--- Available data Enclosed Below ---

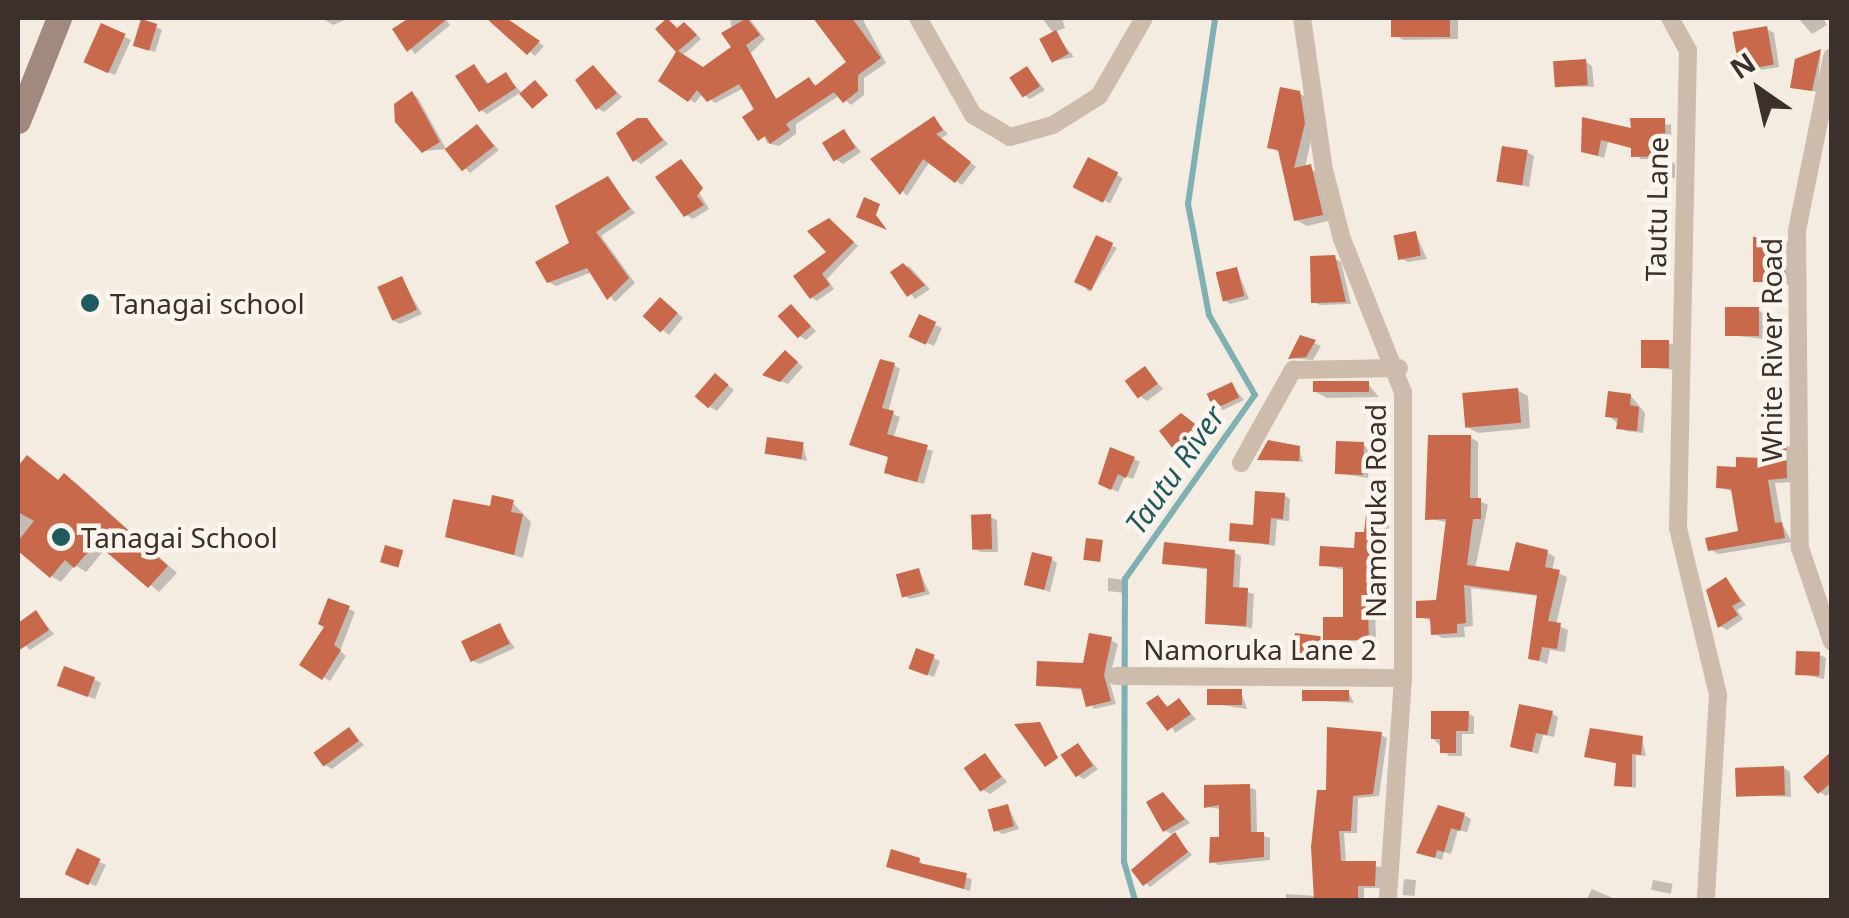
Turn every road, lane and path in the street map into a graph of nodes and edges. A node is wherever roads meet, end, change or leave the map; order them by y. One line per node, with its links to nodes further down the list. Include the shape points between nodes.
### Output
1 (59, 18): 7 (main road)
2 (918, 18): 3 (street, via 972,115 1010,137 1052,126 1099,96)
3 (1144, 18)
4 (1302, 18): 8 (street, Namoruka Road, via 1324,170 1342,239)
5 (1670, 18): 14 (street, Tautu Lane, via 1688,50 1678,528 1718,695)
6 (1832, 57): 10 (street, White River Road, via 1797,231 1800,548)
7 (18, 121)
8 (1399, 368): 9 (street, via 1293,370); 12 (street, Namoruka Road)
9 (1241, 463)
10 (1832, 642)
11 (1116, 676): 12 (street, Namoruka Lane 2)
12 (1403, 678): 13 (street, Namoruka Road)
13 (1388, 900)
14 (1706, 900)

--- End of Enclosed Available data ---
--- Available data Enclosed Below ---

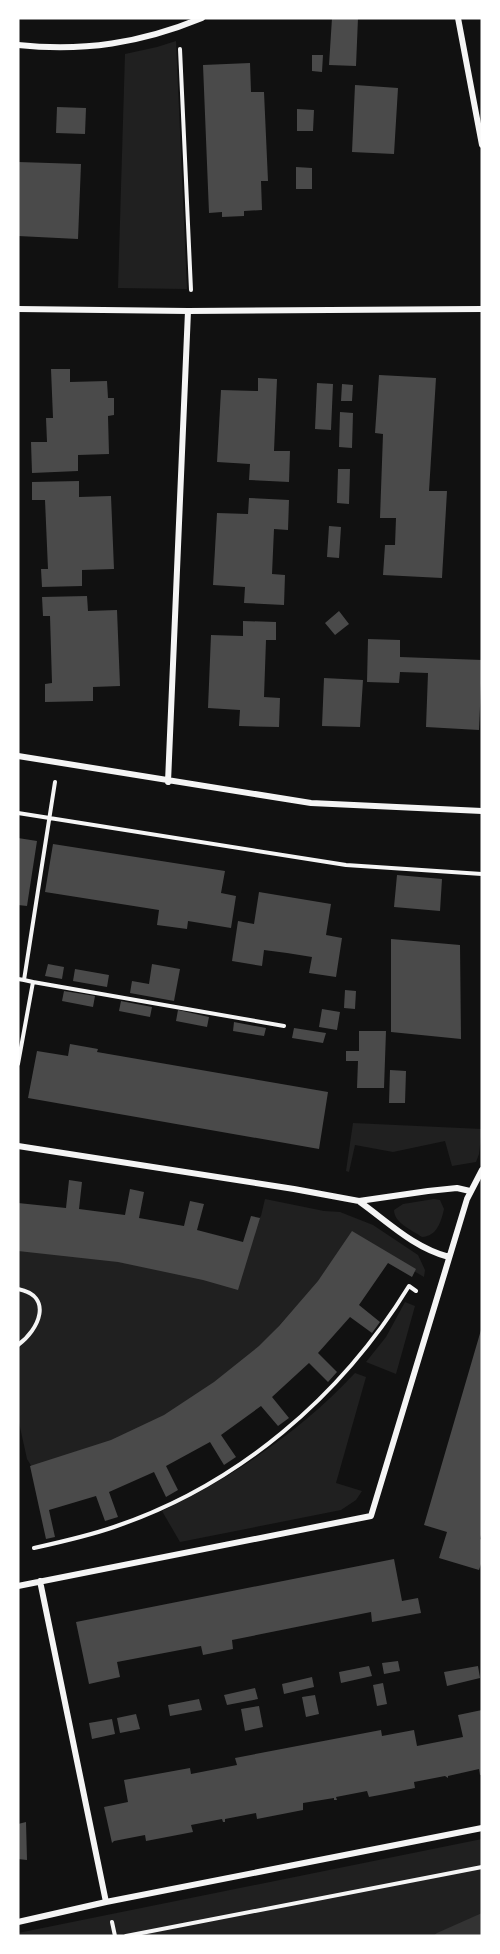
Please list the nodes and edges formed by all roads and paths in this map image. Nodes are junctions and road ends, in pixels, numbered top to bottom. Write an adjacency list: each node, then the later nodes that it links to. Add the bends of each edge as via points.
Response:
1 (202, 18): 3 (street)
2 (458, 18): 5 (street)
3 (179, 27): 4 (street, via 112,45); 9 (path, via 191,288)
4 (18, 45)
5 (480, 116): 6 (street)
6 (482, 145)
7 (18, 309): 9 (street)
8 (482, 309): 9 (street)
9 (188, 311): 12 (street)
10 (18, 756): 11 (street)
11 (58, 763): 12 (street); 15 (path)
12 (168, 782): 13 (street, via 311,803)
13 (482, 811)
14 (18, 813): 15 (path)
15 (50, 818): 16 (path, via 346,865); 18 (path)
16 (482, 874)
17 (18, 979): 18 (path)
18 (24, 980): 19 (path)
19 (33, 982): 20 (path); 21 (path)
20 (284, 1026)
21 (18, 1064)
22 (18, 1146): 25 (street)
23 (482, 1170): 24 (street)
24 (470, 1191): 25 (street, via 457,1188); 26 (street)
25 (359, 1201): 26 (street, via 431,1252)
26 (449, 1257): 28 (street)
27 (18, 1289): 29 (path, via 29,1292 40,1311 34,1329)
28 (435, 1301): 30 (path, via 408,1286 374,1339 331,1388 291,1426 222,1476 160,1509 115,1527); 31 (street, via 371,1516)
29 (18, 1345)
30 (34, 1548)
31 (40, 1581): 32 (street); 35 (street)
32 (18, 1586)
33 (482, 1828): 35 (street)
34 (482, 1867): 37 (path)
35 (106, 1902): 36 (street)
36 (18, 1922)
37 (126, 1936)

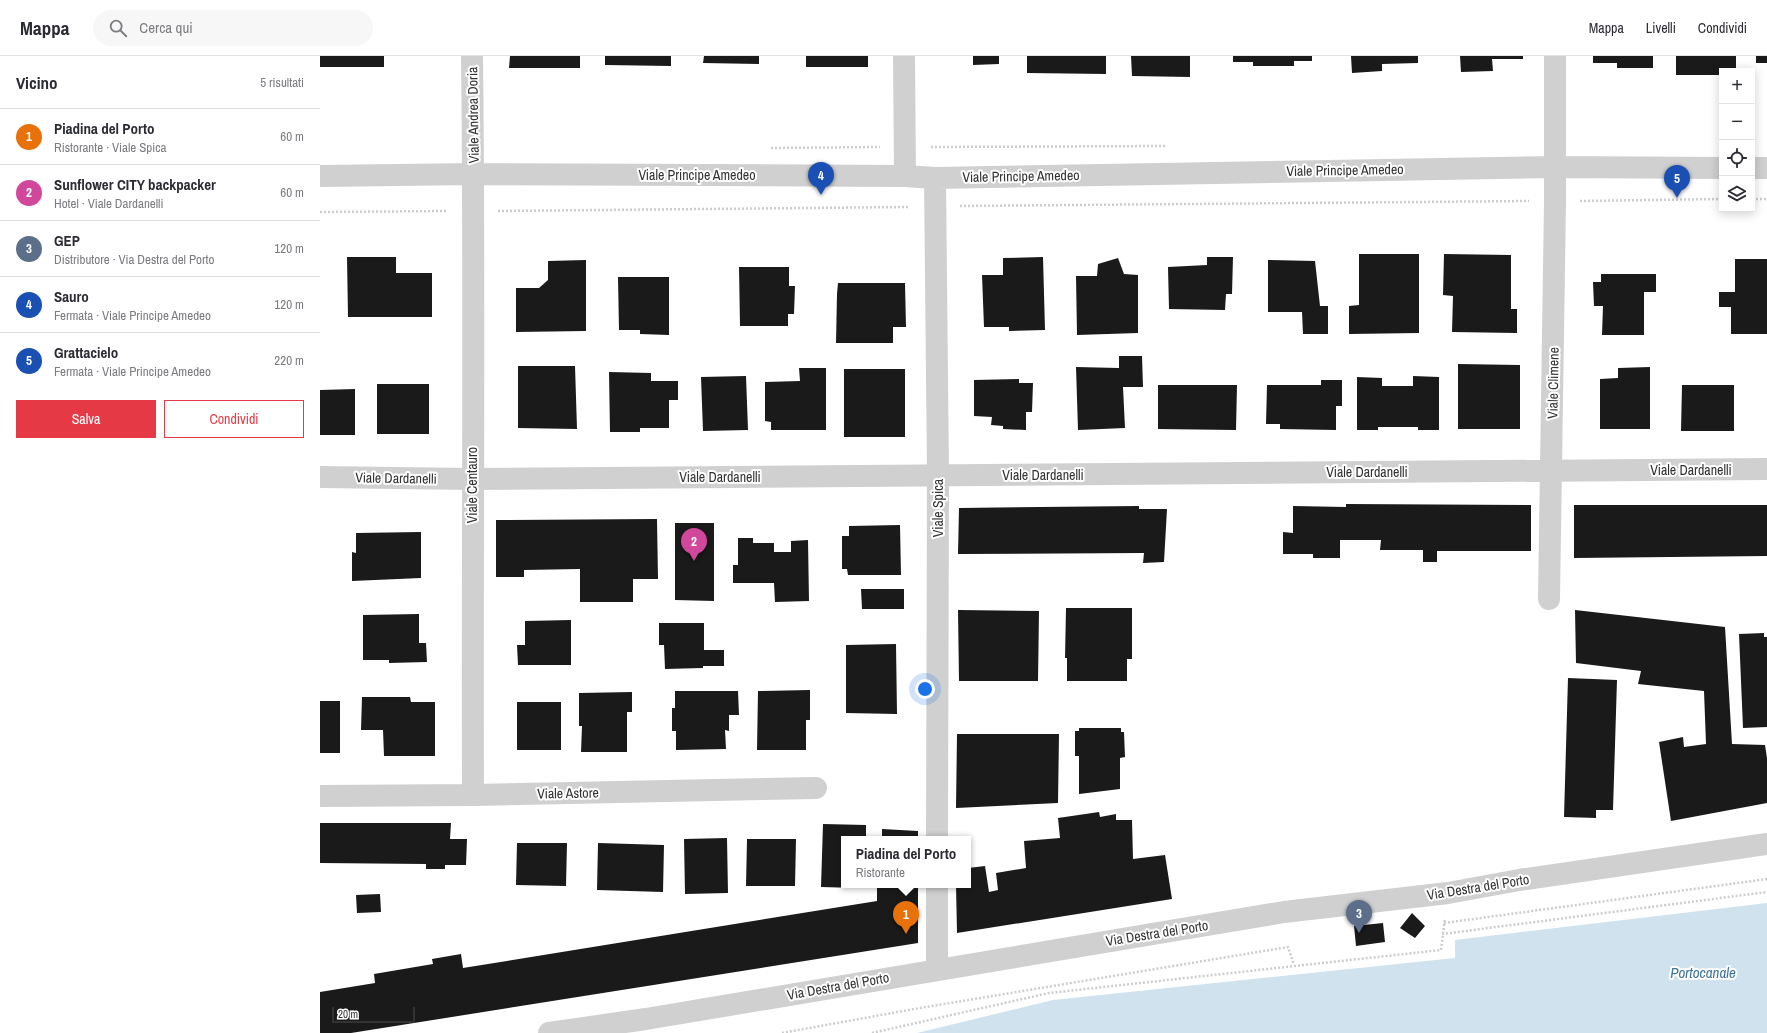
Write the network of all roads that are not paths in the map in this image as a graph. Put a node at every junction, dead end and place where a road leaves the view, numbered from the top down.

--- End of Enclosed Available data ---

**Aim of the task**
Which lines in the records above contain the string "that"? Copy them.

**Exercise solution**
Please list the nodes and edges formed by all roads and paths in this map image. Nodes are junctions and road ends, in pixels, numbered top to bottom. Write an adjacency list: each node, then the later nodes that it links to. Add the bends of each edge as via points.
Write the network of all roads that are not paths in the map in this image as a graph. Put a node at every junction, dead end and place where a road leaves the view, numbered from the top down.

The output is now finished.